During the endless nights when she had sought refuge in the city's shadowed corners, her body wracked by hunger and cold, she would clutch the pendant close to her heart and, in hushed whispers, she would speak to it.
"You are my beacon,"she would say. "Someday you will guide me to my family. To my father. To my mother. Perhaps even brothers and sisters. And then…then I will never be hungry, or cold, or alone again."
But then Shifu had come into Ying Lan's life and, like dawn breaking over a darkened landscape, everything had changed. Shifu had become Ying Lan friend, her family, and in the warmth of this newfound bond, Ying Lan forgot about the pendant.
But then Shifu had died.
Ying Lan was not left helpless — Shifu had given her the skills and the courage to brave life alone, but having tasted the warmth of family; having loved and been loved, Shifu's death left Ying Lan with a loneliness that was deeper than before.
Ying Lan had moaned day and night; crying until her eyes were dry and sore. She had sought solace in the jade pendant once more. It had eased her grief; it had given her hope; it had whispered of another family; it had promised to guide her to them one day.
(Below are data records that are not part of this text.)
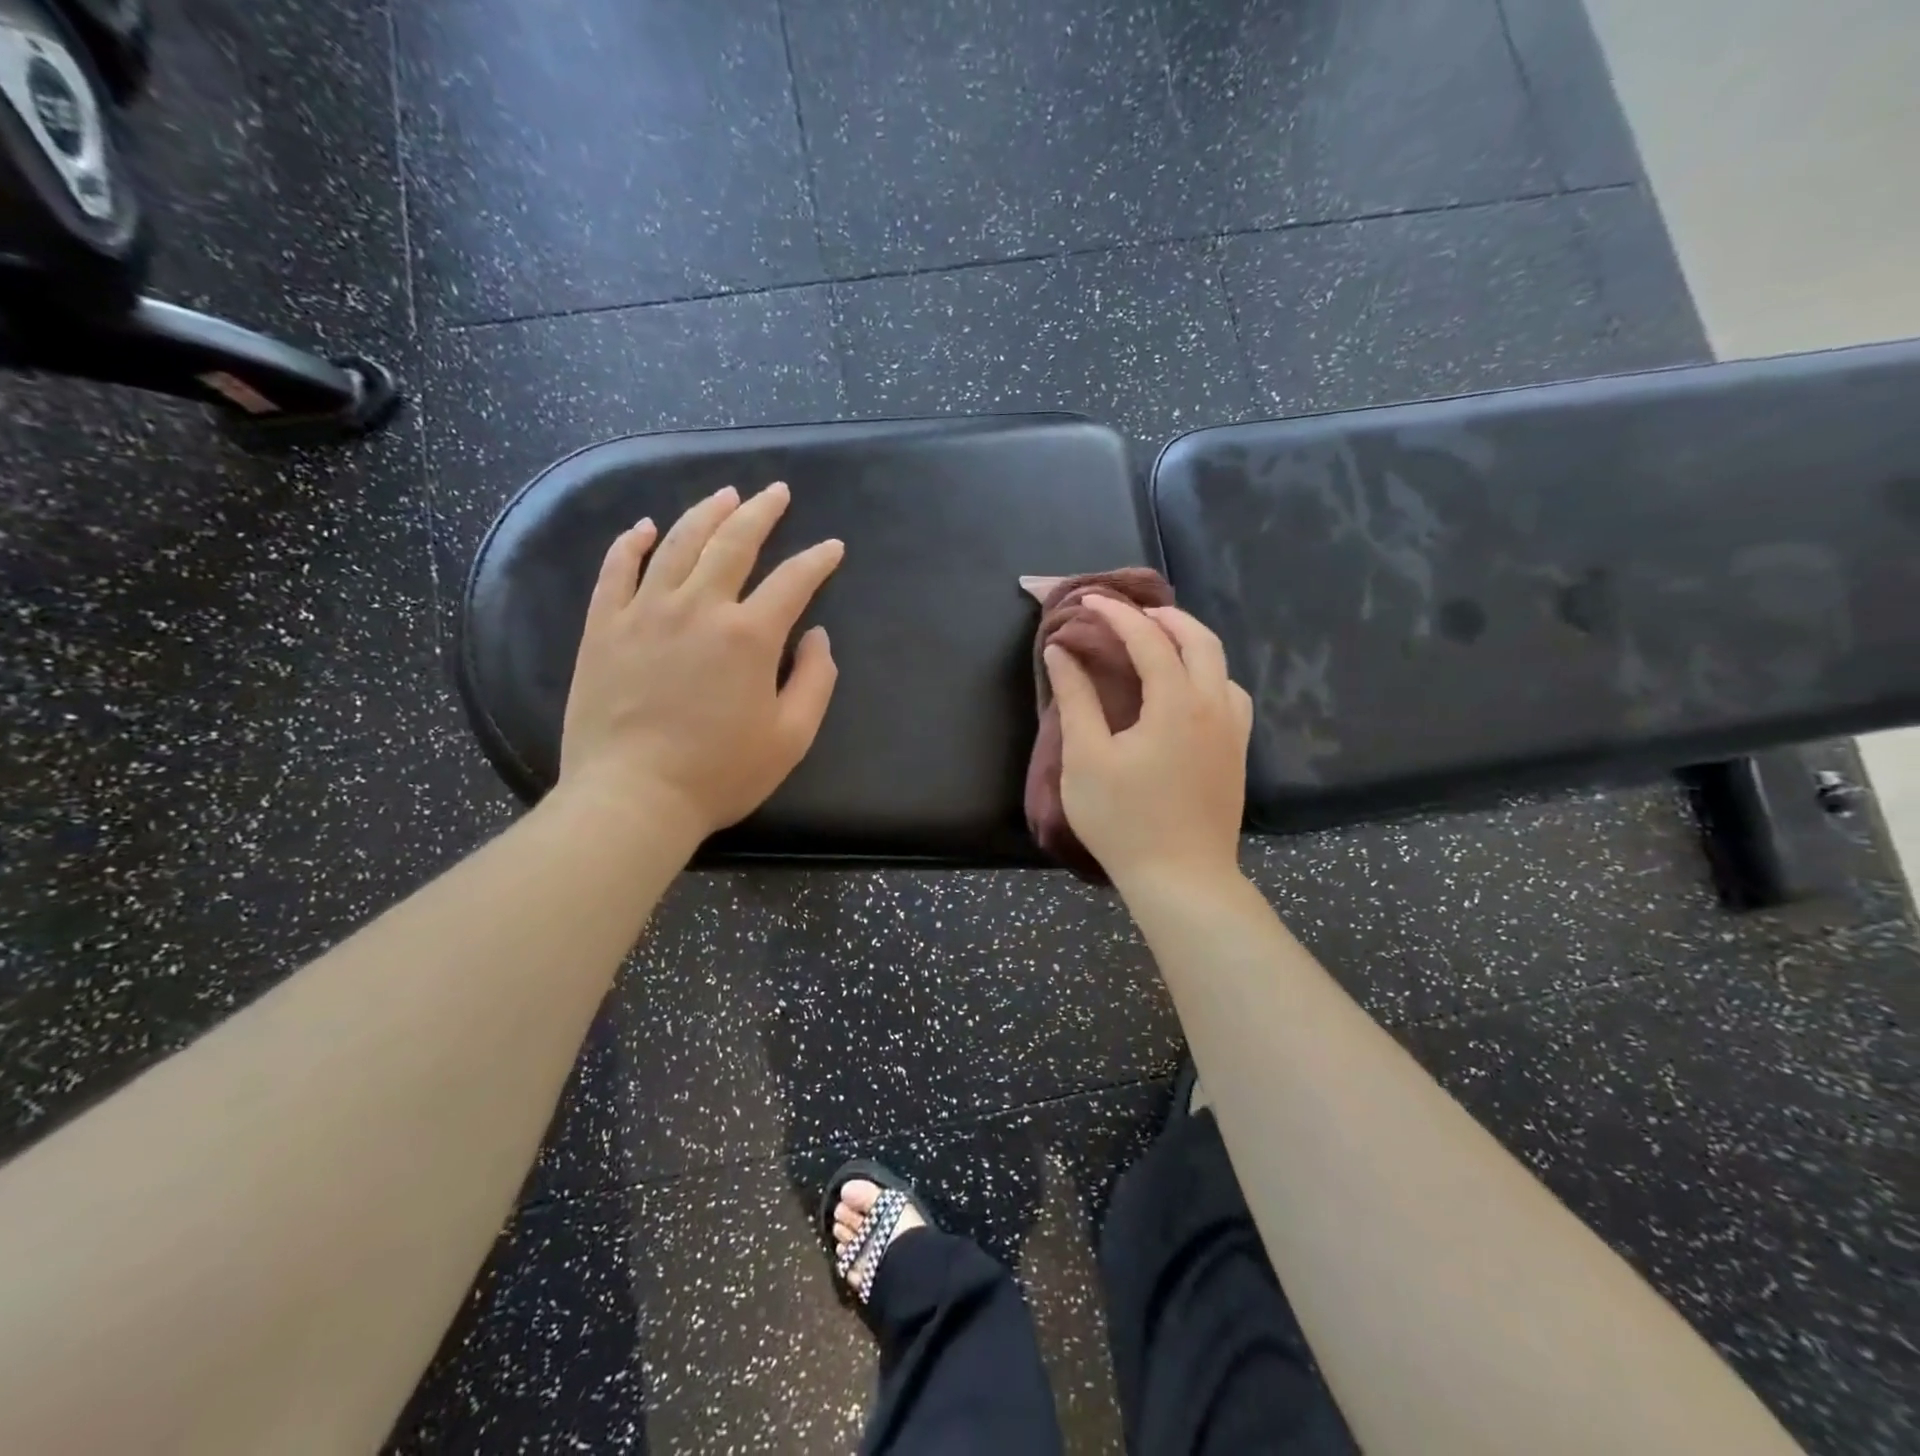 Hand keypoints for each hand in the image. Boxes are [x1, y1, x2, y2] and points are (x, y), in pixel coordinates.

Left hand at [558, 482, 843, 841]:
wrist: (633, 797)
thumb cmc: (720, 773)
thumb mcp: (791, 737)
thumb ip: (815, 681)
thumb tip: (817, 637)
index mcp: (749, 636)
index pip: (793, 581)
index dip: (818, 560)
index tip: (832, 548)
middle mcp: (698, 608)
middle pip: (733, 542)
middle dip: (760, 512)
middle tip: (776, 492)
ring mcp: (644, 612)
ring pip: (677, 544)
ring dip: (705, 513)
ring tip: (725, 494)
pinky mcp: (604, 627)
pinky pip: (616, 570)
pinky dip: (631, 543)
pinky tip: (644, 526)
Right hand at [1044, 596, 1252, 892]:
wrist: (1182, 879)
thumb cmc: (1124, 820)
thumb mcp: (1086, 759)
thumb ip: (1075, 699)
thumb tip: (1061, 652)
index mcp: (1176, 702)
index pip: (1148, 639)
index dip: (1116, 614)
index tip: (1089, 601)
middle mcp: (1213, 705)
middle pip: (1198, 639)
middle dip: (1163, 616)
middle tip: (1127, 612)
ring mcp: (1232, 730)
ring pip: (1221, 665)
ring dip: (1190, 642)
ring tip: (1158, 642)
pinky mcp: (1237, 753)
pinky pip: (1230, 694)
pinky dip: (1208, 674)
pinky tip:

But now the pendant was gone.
Without it, Ying Lan felt adrift in an endless sea of emptiness. She longed for the comforting weight on her neck; she longed for the pendant to fulfill its promise.
She ignored her soaked clothes; she ignored the hunger that gnawed at her belly; she ignored the weariness that weighed on her limbs. She followed the river upstream, cutting through the woods and the bushes that lined its banks.
She needed to return to the place where she had fallen into the river.
She hoped they were gone by now, those arrogant and senseless nobles; she hoped that maybe, just maybe, the pendant had slipped out of Miss Ding's hand when the haughty Miss tumbled off the carriage; she hoped that it was laying there, on the ground, waiting for its rightful owner to take it back.